Re: Simultaneous CARP failover for multiple interfaces

2012-04-27 Thread Kyle Lanclos
I quoted from the OpenBSD FAQ:
 net.inet.carp.preempt Allow hosts within a redundancy group
   that have a better advbase and advskew
   to preempt the master. In addition, this
   option also enables failing over a group
   of interfaces together in the event that
   one interface goes down. If one physical
   CARP-enabled interface goes down, CARP
   will increase the demotion counter,
   carpdemote, by 1 on interface groups that
   the carp(4) interface is a member of, in
   effect causing all group members to fail-
   over together. 
 
 I did establish an interface group for my two CARP interfaces, but I did
 not do my failover tests while it was in that state. As I said, I clearly
 need to re-do my tests.

I re-did my tests this morning, and yes indeed, both CARP interfaces in
the CARP group switch automatically between the BACKUP and MASTER states
when I do abusive things to one of the connections. I say automatically
instead of simultaneously because there was a bit of a delay while the
reconnected link negotiated speed. I blame Cisco for that.

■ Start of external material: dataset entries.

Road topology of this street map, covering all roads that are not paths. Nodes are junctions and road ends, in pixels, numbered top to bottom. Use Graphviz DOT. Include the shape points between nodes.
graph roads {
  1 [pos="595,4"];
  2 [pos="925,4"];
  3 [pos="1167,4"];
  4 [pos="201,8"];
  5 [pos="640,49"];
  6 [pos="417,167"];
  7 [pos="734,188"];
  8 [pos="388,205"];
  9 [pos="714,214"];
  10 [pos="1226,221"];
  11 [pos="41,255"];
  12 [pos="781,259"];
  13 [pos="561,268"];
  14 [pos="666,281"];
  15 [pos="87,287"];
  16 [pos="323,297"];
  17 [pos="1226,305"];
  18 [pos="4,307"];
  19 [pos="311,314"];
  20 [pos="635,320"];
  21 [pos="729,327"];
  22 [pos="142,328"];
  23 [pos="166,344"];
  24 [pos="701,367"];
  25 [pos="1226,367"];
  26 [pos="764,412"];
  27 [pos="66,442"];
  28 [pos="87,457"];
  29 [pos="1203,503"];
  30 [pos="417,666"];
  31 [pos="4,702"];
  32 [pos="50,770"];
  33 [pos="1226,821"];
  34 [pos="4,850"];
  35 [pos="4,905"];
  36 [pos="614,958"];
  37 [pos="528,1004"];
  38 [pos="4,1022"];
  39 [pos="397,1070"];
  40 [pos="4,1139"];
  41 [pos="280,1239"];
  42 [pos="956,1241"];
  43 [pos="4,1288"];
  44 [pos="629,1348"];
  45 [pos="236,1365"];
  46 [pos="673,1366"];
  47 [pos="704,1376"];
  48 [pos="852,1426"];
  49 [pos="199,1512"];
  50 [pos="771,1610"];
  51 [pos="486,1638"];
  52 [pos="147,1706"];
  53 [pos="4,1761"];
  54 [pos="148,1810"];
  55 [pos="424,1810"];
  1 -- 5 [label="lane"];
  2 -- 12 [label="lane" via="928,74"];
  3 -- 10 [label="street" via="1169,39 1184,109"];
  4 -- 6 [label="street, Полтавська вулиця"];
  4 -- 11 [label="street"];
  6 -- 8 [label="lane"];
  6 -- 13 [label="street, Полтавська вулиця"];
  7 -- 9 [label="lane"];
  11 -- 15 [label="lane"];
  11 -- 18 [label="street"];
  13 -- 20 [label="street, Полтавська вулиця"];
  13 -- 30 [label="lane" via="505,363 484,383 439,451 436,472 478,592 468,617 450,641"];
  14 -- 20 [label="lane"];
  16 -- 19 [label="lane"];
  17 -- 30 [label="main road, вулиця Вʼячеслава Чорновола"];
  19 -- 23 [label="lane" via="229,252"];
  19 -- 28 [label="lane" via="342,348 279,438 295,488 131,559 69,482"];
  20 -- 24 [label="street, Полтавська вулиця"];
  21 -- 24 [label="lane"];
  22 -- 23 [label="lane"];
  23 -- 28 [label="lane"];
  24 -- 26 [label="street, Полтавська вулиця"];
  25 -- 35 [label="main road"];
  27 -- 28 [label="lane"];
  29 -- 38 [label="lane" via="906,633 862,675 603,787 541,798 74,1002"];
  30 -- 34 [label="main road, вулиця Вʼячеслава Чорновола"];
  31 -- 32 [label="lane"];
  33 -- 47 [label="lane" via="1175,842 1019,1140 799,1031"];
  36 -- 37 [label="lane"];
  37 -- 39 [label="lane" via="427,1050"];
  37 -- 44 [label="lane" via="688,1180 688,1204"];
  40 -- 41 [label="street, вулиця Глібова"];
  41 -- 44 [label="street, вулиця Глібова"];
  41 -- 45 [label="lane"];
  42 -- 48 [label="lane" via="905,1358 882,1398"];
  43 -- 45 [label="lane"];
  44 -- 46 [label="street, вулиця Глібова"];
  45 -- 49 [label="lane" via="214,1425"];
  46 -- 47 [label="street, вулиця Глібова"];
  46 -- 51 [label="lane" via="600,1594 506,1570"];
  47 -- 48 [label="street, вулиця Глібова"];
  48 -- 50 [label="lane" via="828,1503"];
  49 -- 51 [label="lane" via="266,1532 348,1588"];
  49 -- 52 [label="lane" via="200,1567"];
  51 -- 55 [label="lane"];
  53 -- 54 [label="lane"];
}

Thanks for all the assistance, I found this exchange to be quite helpful.

--Kyle


Re: Simultaneous CARP failover for multiple interfaces

2012-04-24 Thread Kyle Lanclos
Karl O. Pinc wrote:
 I didn't notice _any_ reference to pfsync in the original
 post.  Perhaps this is part of the problem?

I originally wrote:
 I have a pair of OpenBSD firewall/routers in a reasonably vanilla
 pf + pfsync + CARP configuration...

It sounds like using 'defer' may allow pf + pfsync to handle the issues
resulting from asymmetric routing of packets, as long as the asymmetry
is fully contained within the pfsync'd hosts.

I apologize if I gave too much airtime to the pf + pfsync aspects of
what I was trying to resolve, we largely worked around those by enabling
carp preemption.

--Kyle


Re: Simultaneous CARP failover for multiple interfaces

2012-04-24 Thread Daniel Hartmeier
On Mon, Apr 23, 2012 at 02:23:20PM -0700, Kyle Lanclos wrote:

 However, this does jog another potential failure mode. Some of our older
 OpenBSD firewalls (going back to OpenBSD) will occasionally (maybe once a
 year) lose a network interface. If you logged in at the console of a
 host while it was in this state, the interface would look perfectly normal,
 but it would not pass any traffic. I callously worked around this by
 administratively cycling each network interface on the affected machine(s)
 on a weekly basis.
 
 If we ran into this failure mode with our CARP firewalls, I'm assuming the
 master would keep right on thinking it was the master, and not attempt to
 demote iteslf.
 
 While it is certainly helpful for self-demotion of a master to occur,
 it seems reasonable for self-promotion of a slave to also occur.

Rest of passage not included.